----- GIVEN RECORDS -----

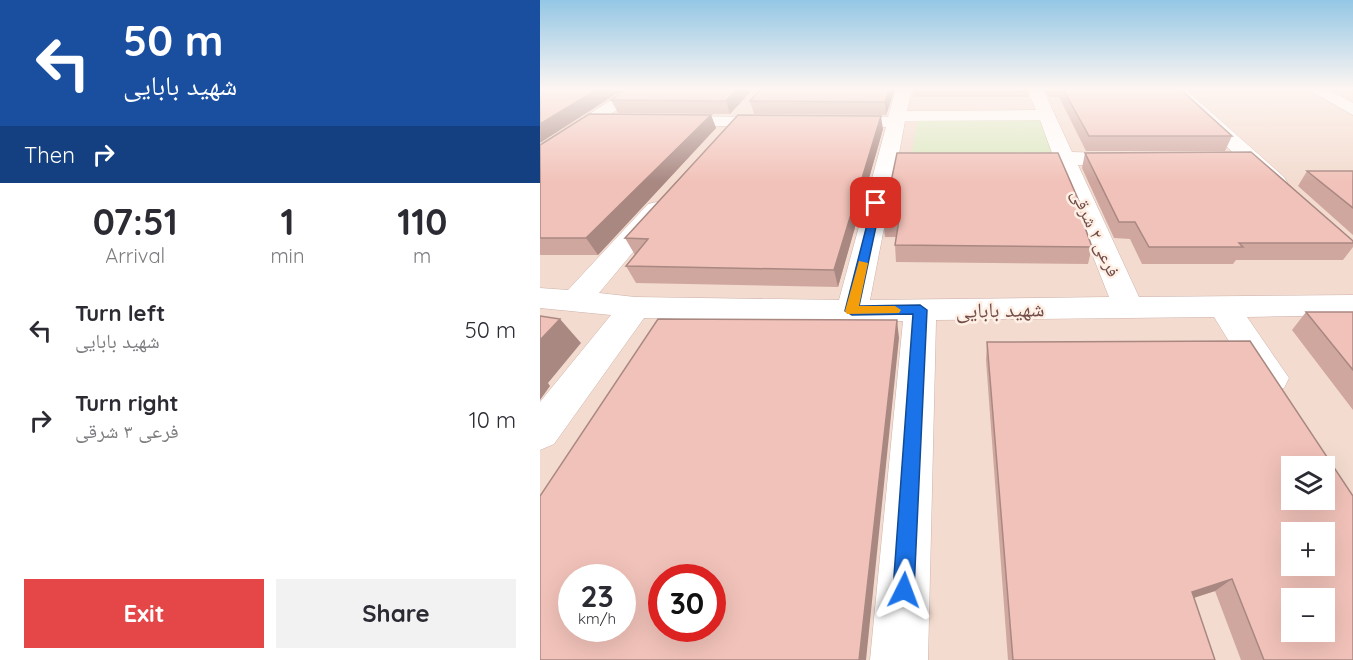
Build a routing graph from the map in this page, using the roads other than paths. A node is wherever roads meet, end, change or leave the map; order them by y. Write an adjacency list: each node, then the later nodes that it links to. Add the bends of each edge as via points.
1 (895, 119): 19 (street)
2 (593, 120): 3 (street); 12 (street)
3 (628, 120)
4 (874, 120): 10 (street)
5 (1047, 120): 13 (street, فرعی ۲ شرقی)
6 (1209, 120): 18 (street)
7 (652, 121): 8 (street)
8 (735, 122): 9 (street); 11 (street)
9 (792, 122)
10 (815, 122)
11 (719, 140)
12 (540, 155)
13 (1064, 158): 15 (street); 16 (street); 27 (street, فرعی ۲ شرقی)
14 (957, 159): 19 (street)
15 (993, 159)
16 (1145, 159)
17 (1227, 159): 18 (street)
18 (1250, 159): 21 (street)
19 (886, 160): 29 (street)
20 (671, 194): 23 (street)
21 (1293, 198)
22 (540, 298): 23 (street, شهید بابایی)
23 (576, 301): 26 (street, شهید بابایی)
24 (1353, 305): 25 (street, شهید بابایی)
25 (1224, 306): 27 (street, شهید بابایی); 30 (street)
26 (635, 307): 29 (street, شهید بابایی); 31 (street)
27 (1129, 308): 28 (street, شهید بابایی)
28 (920, 310): 29 (street, شهید بابایی); 32 (street)
29 (852, 311)
30 (1288, 402)
31 (540, 432)
32 (899, 660)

-----

• **YOUR TASK**: Since the copy must exclude the pictures, transcribe only the text of the records, word for word.

• **REPLY TO THE TASK**:
Build a routing graph from the map in this page, using the roads other than paths. A node is wherever roads meet, end, change or leave the map; order them by y. Write an adjacency list: each node, then the later nodes that it links to. Add the bends of each edge as via points.
1 (895, 119): 19 (street)
2 (593, 120): 3 (street); 12 (street)
3 (628, 120)
4 (874, 120): 10 (street)
5 (1047, 120): 13 (street, فرعی ۲ شرقی)
6 (1209, 120): 18 (street)
7 (652, 121): 8 (street)
8 (735, 122): 9 (street); 11 (street)
9 (792, 122)
10 (815, 122)
11 (719, 140)
12 (540, 155)
13 (1064, 158): 15 (street); 16 (street); 27 (street, فرعی ۲ شرقی)
14 (957, 159): 19 (street)
15 (993, 159)
16 (1145, 159)
17 (1227, 159): 18 (street)
18 (1250, 159): 21 (street)
19 (886, 160): 29 (street)
20 (671, 194): 23 (street)
21 (1293, 198)
22 (540, 298): 23 (street, شهید بابایی)
23 (576, 301): 26 (street, شهید بابایی)
24 (1353, 305): 25 (street, شهید بابایی)
25 (1224, 306): 27 (street, شهید بابایی); 30 (street)
26 (635, 307): 29 (street, شهید بابایی); 31 (street)
27 (1129, 308): 28 (street, شهید بابایی)
28 (920, 310): 29 (street, شهید بابایی); 32 (street)
29 (852, 311)
30 (1288, 402)
31 (540, 432)
32 (899, 660)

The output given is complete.